There are three issues that you have problems on here, although only one of them may be perceived as significant.
The important problem is in #5. You need to appreciate that while we write the product 30x as that, with only an implied multiplication operator present, MATLAB needs one. As importantly, that operator is NOT a dot, it is the * operator. I think you know that, but as you learn to write code, you will need to do so more carefully. Develop the habit of using operators.
Next, your functions are not vectorized. So, if you write the function:
f = @(x) log(x)/x;
And then try to use it in MATLAB
f(1:3)
ans =
0.3344
it returns a number. But the number is not what you would have expected, and you would have expected 3 numbers. In fact, here MATLAB is using linear algebra to do a calculation that you did not expect, and that is because you were using the wrong operator.
Perhaps you have not yet learned about the .* and ./ and .^ operators. They allow you to write expressinos in MATLAB that will operate on entire vectors of arrays of numbers.

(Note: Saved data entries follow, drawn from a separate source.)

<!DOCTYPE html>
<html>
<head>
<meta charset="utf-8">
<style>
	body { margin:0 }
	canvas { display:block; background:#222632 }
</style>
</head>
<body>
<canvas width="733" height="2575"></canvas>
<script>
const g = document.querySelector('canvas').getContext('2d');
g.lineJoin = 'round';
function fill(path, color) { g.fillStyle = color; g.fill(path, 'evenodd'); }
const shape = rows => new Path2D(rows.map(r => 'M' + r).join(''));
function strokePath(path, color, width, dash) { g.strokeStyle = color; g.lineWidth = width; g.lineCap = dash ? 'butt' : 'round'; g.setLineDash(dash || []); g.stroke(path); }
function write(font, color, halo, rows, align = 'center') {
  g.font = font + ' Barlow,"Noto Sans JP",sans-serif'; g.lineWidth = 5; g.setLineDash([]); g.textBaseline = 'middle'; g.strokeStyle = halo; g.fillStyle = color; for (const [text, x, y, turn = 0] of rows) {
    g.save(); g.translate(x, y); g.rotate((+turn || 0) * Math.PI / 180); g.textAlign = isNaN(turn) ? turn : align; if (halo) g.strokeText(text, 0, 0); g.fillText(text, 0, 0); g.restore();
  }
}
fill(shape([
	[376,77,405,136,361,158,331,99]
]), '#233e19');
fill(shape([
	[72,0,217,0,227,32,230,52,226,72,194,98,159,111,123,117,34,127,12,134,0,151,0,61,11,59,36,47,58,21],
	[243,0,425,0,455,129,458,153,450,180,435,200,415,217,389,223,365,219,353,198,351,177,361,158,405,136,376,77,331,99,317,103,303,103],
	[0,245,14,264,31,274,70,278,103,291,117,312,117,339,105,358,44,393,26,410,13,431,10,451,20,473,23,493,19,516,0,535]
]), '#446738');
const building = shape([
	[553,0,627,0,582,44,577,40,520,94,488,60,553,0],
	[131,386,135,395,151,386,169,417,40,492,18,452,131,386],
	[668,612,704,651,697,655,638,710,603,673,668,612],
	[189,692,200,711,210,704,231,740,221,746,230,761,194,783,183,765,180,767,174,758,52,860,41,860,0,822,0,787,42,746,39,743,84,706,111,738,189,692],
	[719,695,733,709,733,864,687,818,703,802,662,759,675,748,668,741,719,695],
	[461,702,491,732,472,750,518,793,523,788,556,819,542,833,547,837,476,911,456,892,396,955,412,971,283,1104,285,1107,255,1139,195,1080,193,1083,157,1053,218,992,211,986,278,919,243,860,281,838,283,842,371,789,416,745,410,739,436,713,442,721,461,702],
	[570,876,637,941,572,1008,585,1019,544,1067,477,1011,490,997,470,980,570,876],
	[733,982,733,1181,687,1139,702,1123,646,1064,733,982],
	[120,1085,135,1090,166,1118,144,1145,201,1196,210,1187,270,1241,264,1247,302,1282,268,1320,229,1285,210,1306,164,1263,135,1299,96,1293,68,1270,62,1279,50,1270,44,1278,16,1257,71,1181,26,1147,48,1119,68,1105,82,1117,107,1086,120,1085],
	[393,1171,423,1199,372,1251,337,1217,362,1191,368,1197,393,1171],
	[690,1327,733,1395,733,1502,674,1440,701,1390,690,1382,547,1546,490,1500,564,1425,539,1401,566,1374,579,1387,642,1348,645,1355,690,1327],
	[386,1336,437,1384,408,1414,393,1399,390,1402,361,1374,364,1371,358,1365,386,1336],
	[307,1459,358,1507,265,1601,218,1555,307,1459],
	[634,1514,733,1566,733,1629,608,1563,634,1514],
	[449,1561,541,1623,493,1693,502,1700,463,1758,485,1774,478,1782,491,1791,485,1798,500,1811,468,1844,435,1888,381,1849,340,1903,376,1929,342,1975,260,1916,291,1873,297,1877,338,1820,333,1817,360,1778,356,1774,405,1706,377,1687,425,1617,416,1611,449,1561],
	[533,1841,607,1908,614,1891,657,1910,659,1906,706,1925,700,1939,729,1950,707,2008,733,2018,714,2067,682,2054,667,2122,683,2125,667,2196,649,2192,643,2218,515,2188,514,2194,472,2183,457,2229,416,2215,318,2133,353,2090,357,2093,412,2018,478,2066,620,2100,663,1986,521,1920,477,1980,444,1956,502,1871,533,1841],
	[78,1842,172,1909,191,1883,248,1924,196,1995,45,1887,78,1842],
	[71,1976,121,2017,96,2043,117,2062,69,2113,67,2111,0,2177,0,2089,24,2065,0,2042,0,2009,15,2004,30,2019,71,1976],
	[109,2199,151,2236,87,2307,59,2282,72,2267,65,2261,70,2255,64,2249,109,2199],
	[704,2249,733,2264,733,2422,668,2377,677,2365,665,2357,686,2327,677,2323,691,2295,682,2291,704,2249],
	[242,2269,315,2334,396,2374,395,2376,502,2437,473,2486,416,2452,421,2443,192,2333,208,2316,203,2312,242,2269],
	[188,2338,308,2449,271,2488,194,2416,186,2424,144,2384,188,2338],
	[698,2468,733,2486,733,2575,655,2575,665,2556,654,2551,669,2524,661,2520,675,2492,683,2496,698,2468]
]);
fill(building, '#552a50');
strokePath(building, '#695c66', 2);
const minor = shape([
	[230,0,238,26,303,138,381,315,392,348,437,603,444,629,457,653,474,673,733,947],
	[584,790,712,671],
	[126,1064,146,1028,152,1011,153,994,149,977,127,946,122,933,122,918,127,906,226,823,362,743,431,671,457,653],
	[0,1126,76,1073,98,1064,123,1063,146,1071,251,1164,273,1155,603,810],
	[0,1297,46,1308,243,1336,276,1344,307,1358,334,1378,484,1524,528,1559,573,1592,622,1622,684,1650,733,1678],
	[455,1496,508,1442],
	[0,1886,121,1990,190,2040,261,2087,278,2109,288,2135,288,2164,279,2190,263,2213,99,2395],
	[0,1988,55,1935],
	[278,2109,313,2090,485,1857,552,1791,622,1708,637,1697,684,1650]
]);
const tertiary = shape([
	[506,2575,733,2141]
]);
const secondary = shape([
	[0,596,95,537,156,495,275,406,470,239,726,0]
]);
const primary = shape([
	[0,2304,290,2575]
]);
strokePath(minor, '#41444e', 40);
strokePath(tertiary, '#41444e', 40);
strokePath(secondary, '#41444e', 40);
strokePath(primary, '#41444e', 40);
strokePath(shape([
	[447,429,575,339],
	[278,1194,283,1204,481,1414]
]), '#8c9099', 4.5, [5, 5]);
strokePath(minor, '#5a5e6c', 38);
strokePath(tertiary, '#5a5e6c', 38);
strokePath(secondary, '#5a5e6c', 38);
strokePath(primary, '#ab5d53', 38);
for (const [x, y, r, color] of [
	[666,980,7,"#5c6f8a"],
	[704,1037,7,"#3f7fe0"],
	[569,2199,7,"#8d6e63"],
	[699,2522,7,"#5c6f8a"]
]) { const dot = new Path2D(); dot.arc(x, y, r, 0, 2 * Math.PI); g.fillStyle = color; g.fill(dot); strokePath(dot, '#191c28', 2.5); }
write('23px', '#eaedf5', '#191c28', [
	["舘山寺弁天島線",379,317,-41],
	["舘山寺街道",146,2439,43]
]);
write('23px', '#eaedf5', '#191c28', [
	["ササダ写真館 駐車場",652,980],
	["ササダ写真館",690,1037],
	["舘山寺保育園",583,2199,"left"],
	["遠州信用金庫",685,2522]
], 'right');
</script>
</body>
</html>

If you wish to square each element of a vector, then you use .^, not the ^ operator.
x = 1:3;
x^2
Error using ^ (line 51)
Incorrect dimensions for raising a matrix to a power. Check that the matrix is square and the power is a scalar. To perform
elementwise matrix powers, use '.^'.
x.^2
ans =
1 4 9
As you can see, when I square each element of the vector, I get the expected/desired result. If I use ^ I get n error message.
>> x*x
Error using *
Incorrect dimensions for matrix multiplication. Check that the number of columns in the first matrix matches the number of
rows in the second matrix. To perform elementwise multiplication, use '.*'.
>> x.*x
ans =
1 4 9
>> x/x
ans =
1
>> x./x
ans =
1 1 1
As you can see, the same thing applies for multiplication. In order to get the desired answer, operating on each element, one at a time, you need to use .* and ./ to get what you would have expected.
The distinction is important. There are cases where you do not need to worry. MATLAB is able to multiply a vector with a scalar.
>> 2*x
ans =
2 4 6
>> x*2
ans =
2 4 6
It can also properly divide a vector by a scalar. However, dividing a scalar by a vector causes a problem.
>> x/2
ans =
0.5000 1.0000 1.5000
>> 2/x
Error using /
Matrix dimensions must agree.
>> 2./x
ans =
2.0000 1.0000 0.6667
So until you get to the point where you know the rules reflexively, it will be safest if you get used to the habit of using the dotted operators when working with vectors and arrays.
I would also add that addition and subtraction are always properly vectorized in MATLAB. There is no .+ or .- operator needed, nor do they even exist. You can always add or subtract any two vectors or arrays as long as the sizes conform, and MATLAB is smart enough to perform the expansion of scalars to add or subtract a scalar constant with vectors or arrays.
Finally, a constant is not a vectorized function in MATLAB.
That is, if I want to write the function f(x)=17, I could do as you have done. In fact, it does work, in a fashion.
>> f = @(x) 17
f =
function_handle with value:
@(x)17
>> f(3)
ans =
17
>> f(1:3)
ans =
17
So when passed a scalar value, it returns the scalar value 17. However, when I tried the same with a vector or array input, it fails, just returning the SCALAR value 17 as you see. Instead, try one of these approaches:
f = @(x) 17.*ones(size(x));
or...
f = @(x) repmat(17,size(x));
f(1:3)
ans =
17 17 17
I would prefer the latter form, since the former, while it works, requires MATLAB to multiply every element of a vector or array by a number. As such, it would consume CPU cyles unnecessarily.
Anyway, the only real "problem" in your solutions was in case #5. The rest of the issues I mention will only apply when you start to work with vectors or arrays of numbers.